The touring exhibit, which opens Wednesday at the Phillips Collection (1600 21st St. NW), comprises more than 100 abstract works from the cherished American painter. O’Keeffe’s signature bold strokes, vibrant colors and clearly demarcated layering techniques demonstrate a career fertile with emotion and purpose, and her pieces trigger a visceral, even physical, response in the onlooker.
She is probably most universally known for her representational renderings of flowers, animal bones and New Mexico’s vast auburn buttes. But often overlooked is her important contribution to American abstractionism, even though the style marked her career. It’s this fact the curatorial team hopes the striking exhibit underscores and re-examines.
“It’s not the same old, same old Georgia O’Keeffe by any means,” Phillips Director Dorothy Kosinski said. In fact, O’Keeffe was painting abstracts when few others were, Kosinski added.
The show commences roughly chronologically, beginning with O’Keeffe’s radical charcoal drawings that took the New York art scene by storm in 1915. She produced these following a four-year lull, during which she completely set down her brushes.
The sparse, black-and-white drawings set the tone for the rest of her career. Her flowing spiral, sometimes resembling a violin’s head (as in 1915’s “Early Abstraction”), is a motif that O’Keeffe would incorporate into her later art.
“In a sense, what she did was create a vocabulary,” said Barbara Haskell, curator of New York’s Whitney Museum of American Art, a partner in presenting the exhibit. “In these works, she is actually saying something.”
O’Keeffe honed her message in the later 1910s, when she added color to her palette. The 1918 oil on board “Series I, No. 3” injects vivid colors into the spiral motif and seems to stretch space, leaving the audience to imagine what exactly O’Keeffe meant to depict — perhaps a wave or cloud, or maybe nothing corporeal at all.
“This is the beauty of Georgia O’Keeffe,” said Barbara Buhler Lynes, curator of the Georgia O’Keeffe Museum in Santa Fe, N.M., another partner in the exhibit. “This is a complex and important artist if the work can lend itself to several interpretations.”
O’Keeffe’s recurring bulbous phallic forms and ethereal uterine spirals, in fact, may not have been intended as erotic. But a female abstract painter in the early 20th century was subject to sexualization, even by her husband, Alfred Stieglitz.

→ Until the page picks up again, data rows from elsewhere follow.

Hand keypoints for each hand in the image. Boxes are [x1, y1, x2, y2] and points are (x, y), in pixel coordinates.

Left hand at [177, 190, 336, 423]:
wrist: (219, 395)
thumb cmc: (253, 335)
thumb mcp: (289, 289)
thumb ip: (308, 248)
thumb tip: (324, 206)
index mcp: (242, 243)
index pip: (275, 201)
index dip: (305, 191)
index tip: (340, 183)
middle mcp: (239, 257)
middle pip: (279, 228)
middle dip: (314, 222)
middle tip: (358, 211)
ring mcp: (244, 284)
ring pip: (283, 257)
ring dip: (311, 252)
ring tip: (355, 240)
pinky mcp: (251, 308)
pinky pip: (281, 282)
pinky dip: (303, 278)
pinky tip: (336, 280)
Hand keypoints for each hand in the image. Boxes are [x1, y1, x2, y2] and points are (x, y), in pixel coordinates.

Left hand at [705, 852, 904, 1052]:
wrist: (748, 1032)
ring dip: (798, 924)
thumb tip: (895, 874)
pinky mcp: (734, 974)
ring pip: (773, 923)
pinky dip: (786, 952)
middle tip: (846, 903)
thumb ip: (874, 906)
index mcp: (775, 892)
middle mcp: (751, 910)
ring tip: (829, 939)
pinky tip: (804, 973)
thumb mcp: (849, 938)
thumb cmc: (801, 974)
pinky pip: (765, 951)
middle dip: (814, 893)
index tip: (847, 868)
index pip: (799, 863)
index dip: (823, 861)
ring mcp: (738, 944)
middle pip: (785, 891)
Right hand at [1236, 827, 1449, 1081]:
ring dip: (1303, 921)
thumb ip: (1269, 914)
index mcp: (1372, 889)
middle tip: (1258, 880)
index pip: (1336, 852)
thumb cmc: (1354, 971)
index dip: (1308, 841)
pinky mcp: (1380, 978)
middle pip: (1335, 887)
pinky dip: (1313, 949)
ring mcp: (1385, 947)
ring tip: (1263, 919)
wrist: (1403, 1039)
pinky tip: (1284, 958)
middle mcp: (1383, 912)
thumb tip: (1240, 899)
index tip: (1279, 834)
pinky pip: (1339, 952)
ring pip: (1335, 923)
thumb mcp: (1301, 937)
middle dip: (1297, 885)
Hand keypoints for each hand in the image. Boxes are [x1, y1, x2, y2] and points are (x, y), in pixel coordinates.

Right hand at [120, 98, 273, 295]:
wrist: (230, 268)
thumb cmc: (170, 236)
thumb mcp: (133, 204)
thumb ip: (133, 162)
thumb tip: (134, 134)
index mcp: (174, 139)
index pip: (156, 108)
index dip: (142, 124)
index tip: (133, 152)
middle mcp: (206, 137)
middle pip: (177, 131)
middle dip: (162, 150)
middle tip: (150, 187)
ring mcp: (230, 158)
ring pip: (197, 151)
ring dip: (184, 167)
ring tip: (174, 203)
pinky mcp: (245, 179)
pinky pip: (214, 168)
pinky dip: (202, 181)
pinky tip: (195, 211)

Beautiful nude photos of the artist taken by Stieglitz adorn one room of the exhibit.
The misreading and pigeonholing of her work may have been the reason that O’Keeffe turned increasingly to representational work, Buhler Lynes said, plus the fact that abstract work was not yet profitable. Her “Alligator Pears” and “Pattern of Leaves” are evidence of the shift to recognizable forms.
But O’Keeffe also had a great sense of humor about her art, Buhler Lynes said. And her famous 1930 “Jack in the Pulpit” series, sensual paintings of androgynous flowers, confoundingly juxtapose the phallic and uterine forms.
“She was playing a joke on her critics,” Buhler Lynes said. “They didn’t get it then, and I’m not sure they still get it today.”
Five of this series hang in the exhibit — all but one, which a stingy collector wouldn’t part with. They capture the “dynamic character of nature and its animate quality,” Buhler Lynes said. “I always have the feeling that if I look away from the Jack,’ the next time I look, it’s going to be different.”
The exhibit ends with O’Keeffe’s late-career work, including the austere 1954 mural, “Black Door with Red.” Also on display are letters written between O’Keeffe and Stieglitz, and even the museum’s namesake, Duncan Phillips, who was an early O’Keeffe patron.
In the 1970s, nearly blind from macular degeneration, O’Keeffe had an assistant place her hand on the canvas and tell her when she was at the center or the edge. In a testament to how clearly she was able to articulate the intangible thing inside of herself, and of how much the art was a part of her, O’Keeffe was still able to construct her signature spiral. The exhibit is on view through May 9 and will be marked by several lectures, tours and workshops.